Ingo Wegerich ist Rechtsanwalt und Partner der Luther Rechtsanwaltsgesellschaft und Präsident des Interessenverbandes Kapitalmarkt KMU. Der Verband will kleineren und mittleren Unternehmen den Zugang zum Kapitalmarkt erleichtern. Derzeit befindet sich der Verband in Gesprächen mit dem Bundeswirtschaftsministerium um zu erreichen, dass künftig Garantien des WSF für Anleihen von Unternehmen des gehobenen Mittelstandes möglich sind.

Nur wenige Mittelständler haben Anleihen emittiert. Glauben Sie, dass dies mehr Unternehmen täten, wenn der WSF auch Garantien für Anleihen mit kleineren Volumen übernähme?

Davon gehe ich aus. Natürlich sind Anleihen nicht für alle Mittelständler die richtige Wahl, auch weil die Investoren am Kapitalmarkt von den Unternehmen eine hohe Transparenz über ihre Finanzlage fordern. Aber Anleihen sind ein Instrument, mit dem sich Unternehmen relativ günstig und flexibel refinanzieren können. 

Vor einem Jahrzehnt kam es bei Mittelstandsanleihen zu einer Reihe von Ausfällen. Ist diese Historie der Grund dafür, dass der Staat keine Garantien für kleine Anleihen übernehmen möchte?

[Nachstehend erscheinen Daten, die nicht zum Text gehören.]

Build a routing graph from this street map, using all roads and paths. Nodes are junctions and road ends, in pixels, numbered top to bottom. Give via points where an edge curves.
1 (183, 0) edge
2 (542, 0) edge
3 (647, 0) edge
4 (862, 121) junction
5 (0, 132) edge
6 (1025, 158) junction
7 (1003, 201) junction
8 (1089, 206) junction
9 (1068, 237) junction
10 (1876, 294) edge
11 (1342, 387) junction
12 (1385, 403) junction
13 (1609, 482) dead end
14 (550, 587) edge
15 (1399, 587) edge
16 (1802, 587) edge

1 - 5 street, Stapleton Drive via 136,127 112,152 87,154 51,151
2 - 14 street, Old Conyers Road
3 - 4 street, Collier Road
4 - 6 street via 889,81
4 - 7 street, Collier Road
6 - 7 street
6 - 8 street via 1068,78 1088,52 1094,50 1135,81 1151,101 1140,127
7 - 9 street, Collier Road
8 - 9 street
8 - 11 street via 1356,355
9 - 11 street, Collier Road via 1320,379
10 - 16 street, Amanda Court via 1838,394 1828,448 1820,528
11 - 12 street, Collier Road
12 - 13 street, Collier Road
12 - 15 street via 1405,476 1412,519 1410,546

Nein, das glaube ich nicht. Meines Erachtens liegt das eher daran, dass – wie schon bei den KfW-Programmen gezeigt – in der Form von Bürgschaften für Bankkredite ein vermeintlich einfaches, bekanntes Massenprodukt existiert. Hinsichtlich Anleihen besteht seitens einer standardisierten Abwicklung unter Einbeziehung eines Treuhänders hingegen noch keine Erfahrung der Bundesministerien. Außerdem ist es ja nicht so, dass insolvente Unternehmen mit den Garantien mit Unterstützung des Steuerzahlers Anleihen emittieren können. Sämtliche Hilfen des WSF sind nur für Unternehmen vorgesehen, die wegen der Corona-Krise zusätzlichen Liquiditätsbedarf haben und bei denen die Aussicht auf eine wirtschaftliche Erholung gegeben ist. Eine Refinanzierung bestehender Verbindlichkeiten ist nicht vorgesehen. Diese Einschränkungen halten wir für richtig und wichtig.   

Glauben Sie, dass Garantien des WSF für Anleihen mittelständischer Unternehmen in Zukunft doch möglich sind?

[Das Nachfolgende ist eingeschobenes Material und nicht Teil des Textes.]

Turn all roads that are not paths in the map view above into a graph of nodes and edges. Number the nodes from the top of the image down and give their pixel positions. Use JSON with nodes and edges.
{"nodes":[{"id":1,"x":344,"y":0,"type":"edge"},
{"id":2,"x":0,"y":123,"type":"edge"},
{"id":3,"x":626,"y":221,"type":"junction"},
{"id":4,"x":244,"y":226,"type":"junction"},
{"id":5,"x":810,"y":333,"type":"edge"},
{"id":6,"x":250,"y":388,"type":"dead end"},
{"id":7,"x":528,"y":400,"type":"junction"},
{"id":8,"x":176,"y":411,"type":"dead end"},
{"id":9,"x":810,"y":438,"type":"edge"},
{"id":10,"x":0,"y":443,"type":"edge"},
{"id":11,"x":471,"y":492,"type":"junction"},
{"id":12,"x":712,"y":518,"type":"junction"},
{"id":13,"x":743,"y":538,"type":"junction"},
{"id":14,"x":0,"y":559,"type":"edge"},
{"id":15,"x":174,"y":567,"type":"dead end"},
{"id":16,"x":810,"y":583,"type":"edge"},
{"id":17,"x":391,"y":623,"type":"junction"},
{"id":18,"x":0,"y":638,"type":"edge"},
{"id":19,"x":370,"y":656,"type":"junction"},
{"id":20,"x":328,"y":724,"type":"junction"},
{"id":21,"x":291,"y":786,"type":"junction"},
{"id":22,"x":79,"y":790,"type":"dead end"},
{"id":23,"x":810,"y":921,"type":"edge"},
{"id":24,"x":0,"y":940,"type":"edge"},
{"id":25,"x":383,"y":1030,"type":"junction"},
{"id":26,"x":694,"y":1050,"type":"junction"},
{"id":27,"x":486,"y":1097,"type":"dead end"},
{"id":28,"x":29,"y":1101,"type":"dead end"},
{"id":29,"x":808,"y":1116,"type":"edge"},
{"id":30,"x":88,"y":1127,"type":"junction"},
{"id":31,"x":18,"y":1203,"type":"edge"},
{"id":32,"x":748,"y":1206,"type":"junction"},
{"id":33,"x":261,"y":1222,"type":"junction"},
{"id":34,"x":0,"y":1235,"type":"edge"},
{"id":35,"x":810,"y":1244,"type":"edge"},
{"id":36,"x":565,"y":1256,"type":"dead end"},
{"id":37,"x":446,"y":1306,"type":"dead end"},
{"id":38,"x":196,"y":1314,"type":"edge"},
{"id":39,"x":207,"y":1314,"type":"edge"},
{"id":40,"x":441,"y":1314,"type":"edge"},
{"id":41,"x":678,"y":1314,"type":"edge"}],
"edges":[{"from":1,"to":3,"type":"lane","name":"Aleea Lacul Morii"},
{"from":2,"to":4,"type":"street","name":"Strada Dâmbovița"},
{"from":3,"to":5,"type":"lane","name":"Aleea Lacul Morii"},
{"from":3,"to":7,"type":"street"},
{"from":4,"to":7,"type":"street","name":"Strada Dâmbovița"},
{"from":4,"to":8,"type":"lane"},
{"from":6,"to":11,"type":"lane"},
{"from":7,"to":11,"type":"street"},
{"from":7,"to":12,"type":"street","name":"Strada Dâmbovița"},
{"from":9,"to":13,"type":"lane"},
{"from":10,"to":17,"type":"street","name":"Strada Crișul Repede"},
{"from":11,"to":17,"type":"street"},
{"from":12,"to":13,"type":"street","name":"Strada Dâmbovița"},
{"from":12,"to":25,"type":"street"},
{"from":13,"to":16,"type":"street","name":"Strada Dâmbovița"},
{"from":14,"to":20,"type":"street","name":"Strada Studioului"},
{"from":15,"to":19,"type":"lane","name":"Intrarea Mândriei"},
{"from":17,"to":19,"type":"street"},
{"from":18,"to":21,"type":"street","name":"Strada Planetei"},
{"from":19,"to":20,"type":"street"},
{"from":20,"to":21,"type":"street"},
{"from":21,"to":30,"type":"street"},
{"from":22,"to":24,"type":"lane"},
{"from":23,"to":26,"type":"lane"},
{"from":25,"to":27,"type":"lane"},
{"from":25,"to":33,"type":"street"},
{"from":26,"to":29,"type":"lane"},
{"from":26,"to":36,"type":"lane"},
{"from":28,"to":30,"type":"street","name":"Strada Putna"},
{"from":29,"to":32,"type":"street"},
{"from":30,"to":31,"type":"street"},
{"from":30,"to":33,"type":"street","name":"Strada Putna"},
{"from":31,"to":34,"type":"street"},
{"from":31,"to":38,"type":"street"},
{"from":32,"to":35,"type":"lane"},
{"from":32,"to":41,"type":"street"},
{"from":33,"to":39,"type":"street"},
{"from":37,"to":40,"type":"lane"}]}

Wir befinden uns derzeit in konstruktiven Gesprächen mit dem Wirtschaftsministerium und gehen davon aus, dass die Garantien des WSF für Anleihen des gehobenen Mittelstandes noch kommen werden. Letztlich gibt es dazu aus Sicht unseres Verbandes keine Alternative, um einen vollständigen Finanzierungsmix für den unternehmerischen Ernstfall in dieser Sondersituation zu bieten. Gerade in Verbindung mit der Aufweichung des Insolvenzantragstatbestandes besteht ansonsten die Gefahr, dass einige wirtschaftlich gesunde Mittelständler wegen der Corona-Krise Insolvenz anmelden müssen – und das kann nicht im Interesse des Staates sein.